François Arago & Joseph Fourier

     Le 2 octobre 2017, est inaugurée une statue en bronze commémorant l’œuvre de François Arago (les détails de cette cérémonie sont sur ce site). Chacun peut maintenant retrouver, dans les jardins de l’Observatoire de Paris, cette réalisation contemporaine de l’artiste belge Wim Delvoye.

     Des membres de la Société Joseph-Fourier étaient présents lors de l’inauguration du monument ; deux raisons le justifient et justifient l’évocation de cet événement sur ce site. Tout d’abord, Arago est, avec Champollion, Victor Cousin qui, tous trois en ont témoigné, une source incontournable de la vie de Joseph Fourier qu’ils ont côtoyé et connu de son vivant. Ensuite, les monuments commémoratifs d’Arago et Fourier ont tous deux subi, en 1942, sous le régime de Vichy, les avanies de l’occupant qui a récupéré le métal des sculptures pour soutenir son économie en guerre.

Wym Delvoye

     Devant l’Académie, au décès de Joseph Fourier, c’est Arago qui prononce l’hommage du défunt. On trouvera sur le site du Mathouriste les éléments biographiques concernant Arago, immense scientifique, engagé dans la vie publique. Pour notre part, nous soulignerons les silences d’Arago qui, dans son discours funèbre, glisse pudiquement sur les séries et la transformation de Fourier : il semble bien que le potentiel et la polyvalence des méthodes de Fourier n’aient pas été perçus ; on manquait encore, en 1830, du recul nécessaire et Joseph Fourier lui-même avait anticipé cette difficulté : « l’analyse mathématique peut déduire des phénomènes généraux et simples l’expression des lois de la nature ; mais l’application spéciale de ces lois à des effets très composés exige une longue suite d’observations exactes. » [introduction à la Théorie de la Chaleur – 1822]

     En 1942, les effigies de Joseph Fourier, à Auxerre, et de François Arago, à Paris, furent fondues pour en récupérer le cuivre… il a suffi de 75 ans pour rétablir celle d’Arago après des études multiples qui aboutirent à la désignation d’un lauréat par un jury. Il faudra encore plusieurs années, sans doute, pour voir aboutir le projet équivalent à Auxerre, mais gageons que le CCSTIB qui s’est engagé dans cette voie y parviendra et la présence de Fourier aux Commémorations Nationales 2018 donnera un formidable élan à cette entreprise. La restauration du monument en l’honneur d’Arago a été l’occasion pour le Président de l’Observatoire de Paris, monsieur Catala et pour monsieur Lequeux, astronome honoraire à l’Observatoire de Paris, d’apporter leur soutien à la restauration du monument en l’honneur de Fourier.

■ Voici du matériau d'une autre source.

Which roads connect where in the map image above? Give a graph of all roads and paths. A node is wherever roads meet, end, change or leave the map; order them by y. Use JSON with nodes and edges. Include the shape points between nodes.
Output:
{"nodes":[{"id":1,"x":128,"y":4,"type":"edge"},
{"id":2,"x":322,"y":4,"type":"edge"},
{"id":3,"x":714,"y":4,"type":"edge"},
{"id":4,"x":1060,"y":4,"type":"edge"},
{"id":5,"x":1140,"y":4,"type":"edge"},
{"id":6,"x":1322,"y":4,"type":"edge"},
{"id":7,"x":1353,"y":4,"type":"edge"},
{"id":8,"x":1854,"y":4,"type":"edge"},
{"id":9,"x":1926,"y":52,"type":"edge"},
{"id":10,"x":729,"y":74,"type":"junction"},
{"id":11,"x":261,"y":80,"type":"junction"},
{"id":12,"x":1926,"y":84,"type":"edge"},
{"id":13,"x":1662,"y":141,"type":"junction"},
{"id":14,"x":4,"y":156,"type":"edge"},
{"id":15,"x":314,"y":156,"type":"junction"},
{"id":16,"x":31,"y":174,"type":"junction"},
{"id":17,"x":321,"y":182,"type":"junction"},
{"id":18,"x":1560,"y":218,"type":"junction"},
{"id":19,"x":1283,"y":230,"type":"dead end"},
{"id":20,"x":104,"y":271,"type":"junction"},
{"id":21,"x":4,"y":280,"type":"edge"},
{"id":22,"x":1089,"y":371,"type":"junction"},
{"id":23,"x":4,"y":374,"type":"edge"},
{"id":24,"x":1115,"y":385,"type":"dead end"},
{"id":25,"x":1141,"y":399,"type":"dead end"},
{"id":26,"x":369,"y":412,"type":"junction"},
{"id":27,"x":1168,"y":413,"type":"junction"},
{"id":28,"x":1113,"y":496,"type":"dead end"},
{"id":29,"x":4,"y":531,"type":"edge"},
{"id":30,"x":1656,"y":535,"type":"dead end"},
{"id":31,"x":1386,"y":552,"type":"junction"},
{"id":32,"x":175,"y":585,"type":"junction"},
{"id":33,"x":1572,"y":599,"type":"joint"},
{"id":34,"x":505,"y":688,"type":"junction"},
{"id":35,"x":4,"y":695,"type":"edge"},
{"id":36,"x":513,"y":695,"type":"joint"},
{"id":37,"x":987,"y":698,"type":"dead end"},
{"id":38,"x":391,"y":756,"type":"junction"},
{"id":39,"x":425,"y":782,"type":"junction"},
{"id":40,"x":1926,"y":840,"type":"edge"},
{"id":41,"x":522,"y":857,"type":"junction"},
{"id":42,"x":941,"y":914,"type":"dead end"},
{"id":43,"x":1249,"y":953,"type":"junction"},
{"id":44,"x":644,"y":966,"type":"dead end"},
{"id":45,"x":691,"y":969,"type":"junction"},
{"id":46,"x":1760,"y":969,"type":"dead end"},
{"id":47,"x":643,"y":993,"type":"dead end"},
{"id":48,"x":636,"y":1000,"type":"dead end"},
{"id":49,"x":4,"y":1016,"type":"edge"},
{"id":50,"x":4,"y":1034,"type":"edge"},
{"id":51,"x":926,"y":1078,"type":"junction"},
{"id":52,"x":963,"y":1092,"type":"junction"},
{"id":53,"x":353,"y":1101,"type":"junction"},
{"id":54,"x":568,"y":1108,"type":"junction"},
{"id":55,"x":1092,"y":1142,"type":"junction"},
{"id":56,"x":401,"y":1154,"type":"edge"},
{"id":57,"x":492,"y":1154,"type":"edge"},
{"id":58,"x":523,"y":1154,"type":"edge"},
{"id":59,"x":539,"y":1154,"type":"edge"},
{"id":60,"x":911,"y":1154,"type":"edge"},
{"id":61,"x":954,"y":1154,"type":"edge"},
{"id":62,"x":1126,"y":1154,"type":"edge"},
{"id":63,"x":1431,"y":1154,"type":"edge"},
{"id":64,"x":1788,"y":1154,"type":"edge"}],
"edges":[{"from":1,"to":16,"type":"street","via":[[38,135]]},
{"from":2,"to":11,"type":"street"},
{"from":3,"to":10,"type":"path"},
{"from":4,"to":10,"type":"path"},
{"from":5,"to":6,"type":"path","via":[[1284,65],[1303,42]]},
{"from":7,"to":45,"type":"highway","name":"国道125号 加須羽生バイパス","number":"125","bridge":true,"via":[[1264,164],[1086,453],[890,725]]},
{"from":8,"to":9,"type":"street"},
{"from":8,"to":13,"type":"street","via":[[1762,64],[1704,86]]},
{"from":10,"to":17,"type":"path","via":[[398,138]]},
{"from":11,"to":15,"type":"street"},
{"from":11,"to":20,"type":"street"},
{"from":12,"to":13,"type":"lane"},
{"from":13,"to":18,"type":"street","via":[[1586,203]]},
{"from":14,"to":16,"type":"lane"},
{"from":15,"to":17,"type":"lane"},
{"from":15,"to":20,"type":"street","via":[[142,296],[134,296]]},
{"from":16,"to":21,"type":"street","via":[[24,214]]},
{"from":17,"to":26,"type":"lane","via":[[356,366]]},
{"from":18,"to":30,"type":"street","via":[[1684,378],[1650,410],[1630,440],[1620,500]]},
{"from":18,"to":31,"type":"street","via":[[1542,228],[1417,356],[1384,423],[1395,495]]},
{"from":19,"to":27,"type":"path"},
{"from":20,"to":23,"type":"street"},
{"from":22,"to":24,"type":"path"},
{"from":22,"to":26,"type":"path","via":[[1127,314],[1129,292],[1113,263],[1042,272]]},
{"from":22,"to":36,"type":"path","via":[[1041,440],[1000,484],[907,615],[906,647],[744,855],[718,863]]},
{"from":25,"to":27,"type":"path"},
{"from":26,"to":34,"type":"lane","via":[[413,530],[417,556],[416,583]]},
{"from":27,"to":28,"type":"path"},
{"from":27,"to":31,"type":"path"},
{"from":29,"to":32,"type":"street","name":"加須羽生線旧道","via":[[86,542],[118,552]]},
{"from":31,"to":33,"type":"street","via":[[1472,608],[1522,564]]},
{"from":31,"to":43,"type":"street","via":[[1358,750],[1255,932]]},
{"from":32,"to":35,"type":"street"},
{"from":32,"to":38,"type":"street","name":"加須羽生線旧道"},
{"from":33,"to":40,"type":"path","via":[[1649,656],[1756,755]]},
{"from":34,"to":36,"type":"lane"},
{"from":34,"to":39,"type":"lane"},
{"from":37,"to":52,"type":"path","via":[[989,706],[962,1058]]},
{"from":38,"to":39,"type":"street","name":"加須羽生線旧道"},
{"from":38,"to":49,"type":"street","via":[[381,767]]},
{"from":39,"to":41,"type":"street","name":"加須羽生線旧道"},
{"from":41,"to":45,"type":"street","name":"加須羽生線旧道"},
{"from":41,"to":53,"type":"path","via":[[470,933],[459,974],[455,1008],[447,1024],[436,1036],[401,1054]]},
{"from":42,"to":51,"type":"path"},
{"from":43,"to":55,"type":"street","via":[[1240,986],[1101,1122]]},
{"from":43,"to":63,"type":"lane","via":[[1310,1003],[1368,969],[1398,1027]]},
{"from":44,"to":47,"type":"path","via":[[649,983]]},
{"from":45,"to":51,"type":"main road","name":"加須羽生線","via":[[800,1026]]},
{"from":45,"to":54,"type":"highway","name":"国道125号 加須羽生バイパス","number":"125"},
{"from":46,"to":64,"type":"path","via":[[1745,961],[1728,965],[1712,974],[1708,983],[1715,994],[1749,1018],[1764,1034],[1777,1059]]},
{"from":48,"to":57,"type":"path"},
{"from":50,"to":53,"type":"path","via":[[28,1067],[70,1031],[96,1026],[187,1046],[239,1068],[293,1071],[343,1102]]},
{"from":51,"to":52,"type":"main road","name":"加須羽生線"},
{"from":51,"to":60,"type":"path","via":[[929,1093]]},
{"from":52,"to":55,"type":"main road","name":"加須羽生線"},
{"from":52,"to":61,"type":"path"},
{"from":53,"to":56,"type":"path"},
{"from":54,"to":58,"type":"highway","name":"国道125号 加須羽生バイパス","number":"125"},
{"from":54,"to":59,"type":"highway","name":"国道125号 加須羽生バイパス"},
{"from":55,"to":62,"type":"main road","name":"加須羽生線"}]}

     Le monument commémoratif est la marque du respect porté à une personne par ceux qui conservent son souvenir et apprécient la valeur des réalisations… parle-t-il au chaland qui passe devant au gré de ses pérégrinations ? Ce n’est pas très sûr. Il faudra encore du temps pour que cette notoriété parvienne à l’homme de la rue. Une auxerroise (de souche et cultivée) me disait récemment ignorer que la maison natale de Joseph Fourier se situait rue Fourier à Auxerre.

     Joseph Fourier, oublié en 1860, a cependant déjà retrouvé, depuis, auprès des spécialistes qui utilisent ses méthodes, la notoriété qu’il mérite. Il est aujourd’hui, de façon universelle, à travers les Séries de Fourier et la Transformations de Fourier le scientifique le plus cité… jusqu’au jour où Fourier devenant ‘fourier’, les étudiants oublieront que le F de TFD signifie Fourier de même que le second F de FFT, mais pour l’heure, ils sont nombreux les techniciens du son, de l’image, du traitement du signal, pour un citer qu’eux, à ne jurer que par Fourier.

     En attendant qu’un mathématicien pédagogue vulgarise pour le grand public les idées qui sous-tendent la Transformation de Fourier, il est toujours possible de suivre les péripéties de la vie de Joseph Fourier qui, elles, relèvent plus du romanesque que de l’abstraction.